- RECORD EXCERPTS

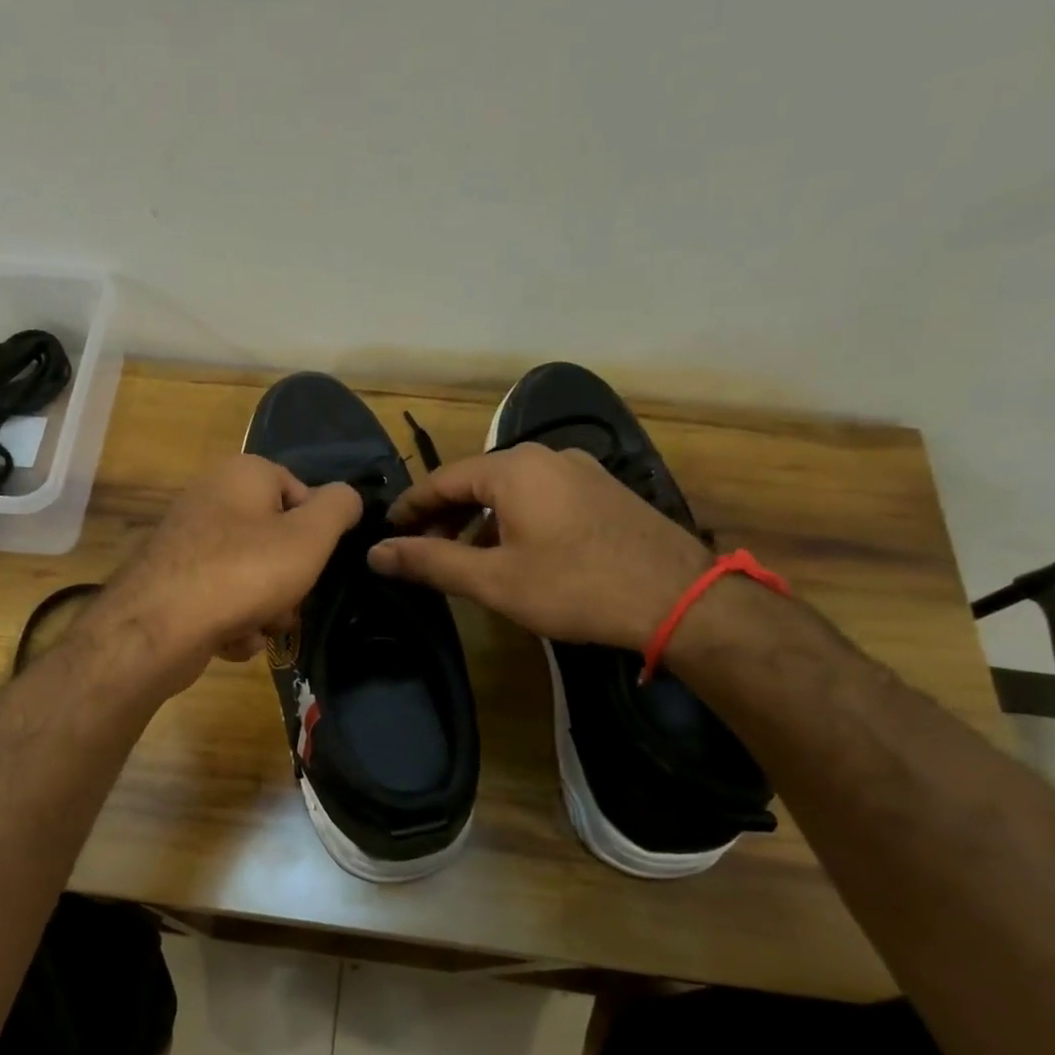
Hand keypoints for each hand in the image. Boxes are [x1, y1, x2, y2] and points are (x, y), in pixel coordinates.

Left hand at [91, 455, 361, 690]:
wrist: (159, 627)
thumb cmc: (245, 571)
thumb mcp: (310, 536)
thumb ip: (339, 508)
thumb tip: (347, 497)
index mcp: (242, 473)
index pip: (300, 491)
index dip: (317, 531)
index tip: (318, 561)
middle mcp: (211, 498)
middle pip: (275, 540)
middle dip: (289, 580)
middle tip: (288, 603)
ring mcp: (187, 542)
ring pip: (251, 576)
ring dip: (265, 609)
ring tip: (258, 627)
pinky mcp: (173, 582)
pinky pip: (221, 599)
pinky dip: (233, 622)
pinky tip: (229, 639)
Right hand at [366, 444, 710, 649]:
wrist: (678, 599)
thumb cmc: (574, 587)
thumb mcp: (493, 580)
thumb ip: (430, 562)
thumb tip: (376, 553)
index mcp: (513, 468)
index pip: (442, 479)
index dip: (409, 507)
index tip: (386, 533)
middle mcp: (546, 456)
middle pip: (476, 480)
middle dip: (443, 514)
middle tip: (420, 549)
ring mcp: (580, 470)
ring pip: (510, 489)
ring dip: (478, 519)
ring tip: (462, 556)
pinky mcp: (603, 490)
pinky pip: (540, 496)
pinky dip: (512, 518)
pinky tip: (512, 551)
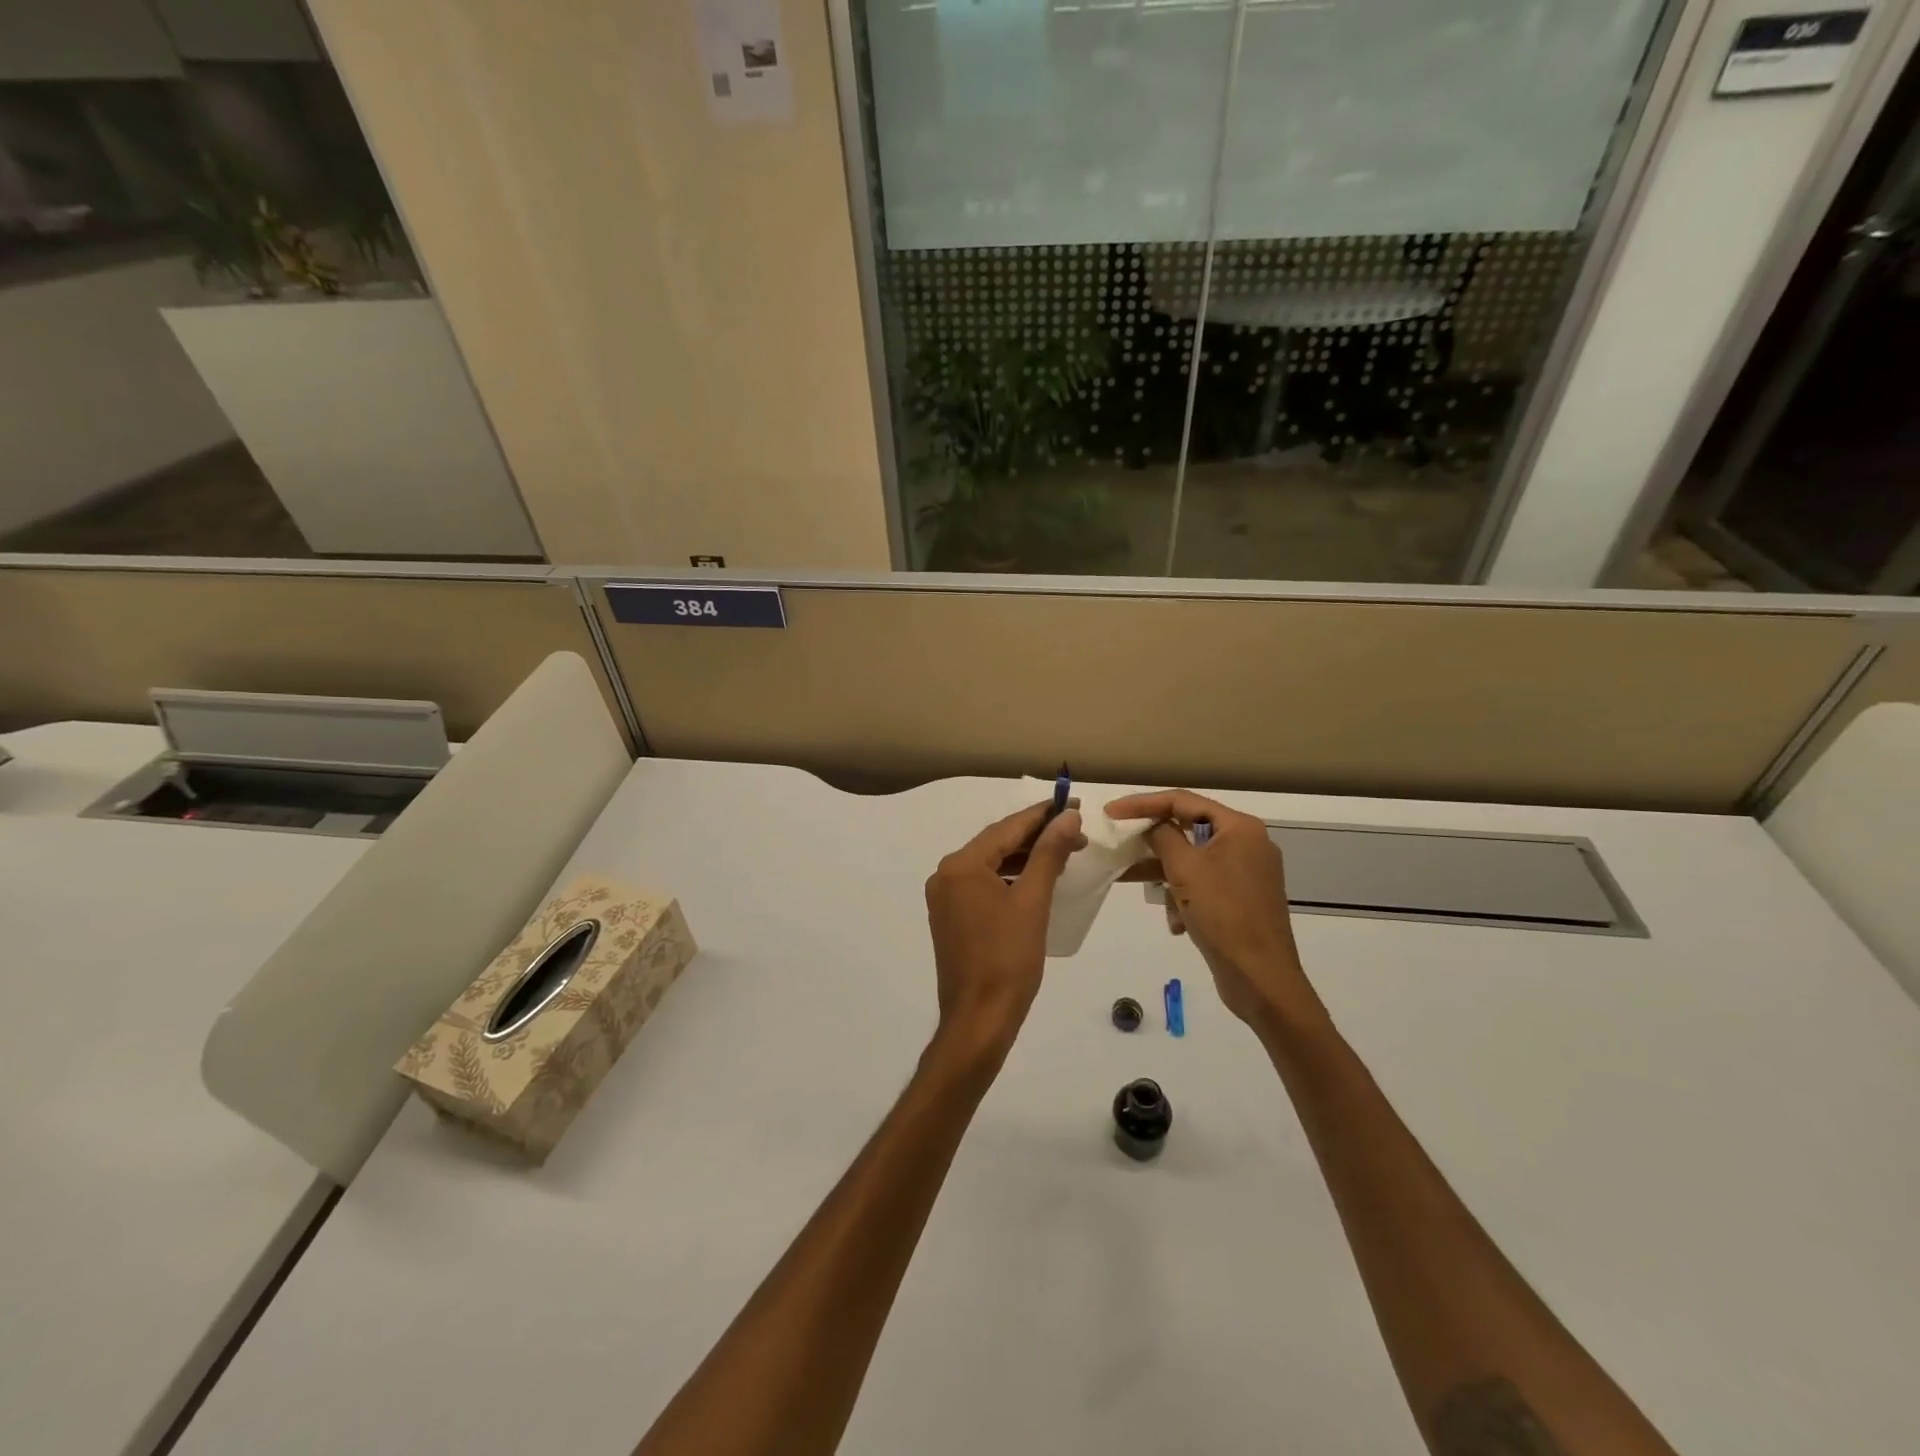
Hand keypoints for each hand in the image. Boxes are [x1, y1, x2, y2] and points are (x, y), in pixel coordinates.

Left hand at [925, 803, 1084, 1056]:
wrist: (979, 1019)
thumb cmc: (1008, 959)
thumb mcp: (1032, 901)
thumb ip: (1049, 853)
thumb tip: (1067, 817)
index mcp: (960, 866)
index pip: (1006, 829)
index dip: (1041, 815)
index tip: (1073, 804)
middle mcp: (945, 875)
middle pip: (996, 844)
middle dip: (1035, 836)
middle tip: (1075, 831)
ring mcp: (945, 899)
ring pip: (990, 865)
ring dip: (1025, 857)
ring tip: (1063, 852)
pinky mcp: (951, 918)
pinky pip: (983, 885)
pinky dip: (1010, 878)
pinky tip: (1036, 880)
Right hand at [1105, 790, 1325, 1032]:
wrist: (1261, 978)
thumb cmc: (1223, 914)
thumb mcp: (1185, 869)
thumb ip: (1163, 837)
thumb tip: (1153, 826)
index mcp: (1240, 828)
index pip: (1183, 801)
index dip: (1143, 803)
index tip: (1111, 812)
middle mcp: (1247, 844)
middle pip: (1189, 829)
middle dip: (1154, 844)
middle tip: (1121, 845)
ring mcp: (1246, 873)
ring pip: (1193, 861)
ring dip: (1166, 875)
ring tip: (1135, 886)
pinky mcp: (1242, 900)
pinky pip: (1204, 885)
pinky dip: (1185, 897)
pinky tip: (1177, 923)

- TASK REQUIREMENTS
Please return, exactly as written, the lines from the first line of the records above through the line containing "thumb mcp: (1185, 869)", both included, leaving out any pictures.

- REPLY TO THE TASK
Hand keypoints for each hand in the image. Boxes are [x1, y1, x2, y2] and points are (x, y), in pixel coordinates.

Left hand at [91, 455, 361, 690]:
wrist: (159, 627)
thumb cmc: (245, 571)
thumb mcp: (310, 536)
thumb ip: (339, 508)
thumb tip: (347, 497)
index mcp: (242, 473)
index pip: (300, 491)
index dip: (317, 531)
index tip: (318, 561)
middle mcp: (211, 498)
middle pip: (275, 540)
middle dip: (289, 580)
middle tip: (288, 603)
ring mcp: (187, 542)
ring pip: (251, 576)
ring dip: (265, 609)
ring tip: (258, 627)
pinky mcp: (173, 582)
pinky pip: (221, 599)
pinky dip: (233, 622)
pinky tip: (229, 639)
Right hand at [366, 444, 710, 649]:
wrist: (678, 599)
thumb cmc: (574, 587)
thumb mcp: (493, 580)
thumb ip: (430, 562)
thumb tip: (376, 553)
index mcp: (513, 468)
index pip: (442, 479)
index dip: (409, 507)
index tip: (386, 533)
middle mcp: (546, 456)
middle pip: (476, 480)
middle dip: (443, 514)
middle tip: (420, 549)
ring mcp: (580, 470)
ring pip: (510, 489)
ring dip: (478, 519)
ring tip: (462, 556)
pinky mcp: (603, 490)
pinky pip: (540, 496)
pinky dip: (512, 518)
pinky tip: (512, 551)
Hand keypoints for each hand in the image. Boxes are [x1, y1, x2, y2] and points are (x, y), in pixel coordinates.

Left hand at [925, 803, 1084, 1056]:
wrist: (979, 1019)
thumb cmc: (1008, 959)
thumb mcp: (1032, 901)
thumb ip: (1049, 853)
thumb tip: (1067, 817)
index mcp: (960, 866)
index pip: (1006, 829)
index dip: (1041, 815)
index tip: (1073, 804)
middle mcp: (945, 875)
middle pip: (996, 844)
middle dip: (1035, 836)
middle tip: (1075, 831)
ring mcp: (945, 899)
ring pip: (990, 865)
ring dip: (1025, 857)
ring tip: (1063, 852)
pinky mcp: (951, 918)
pinky pip: (983, 885)
pinky dip: (1010, 878)
pinky tip: (1036, 880)
Right hand at [1105, 790, 1325, 1032]:
wrist: (1261, 978)
thumb cmc: (1223, 914)
thumb mcp: (1185, 869)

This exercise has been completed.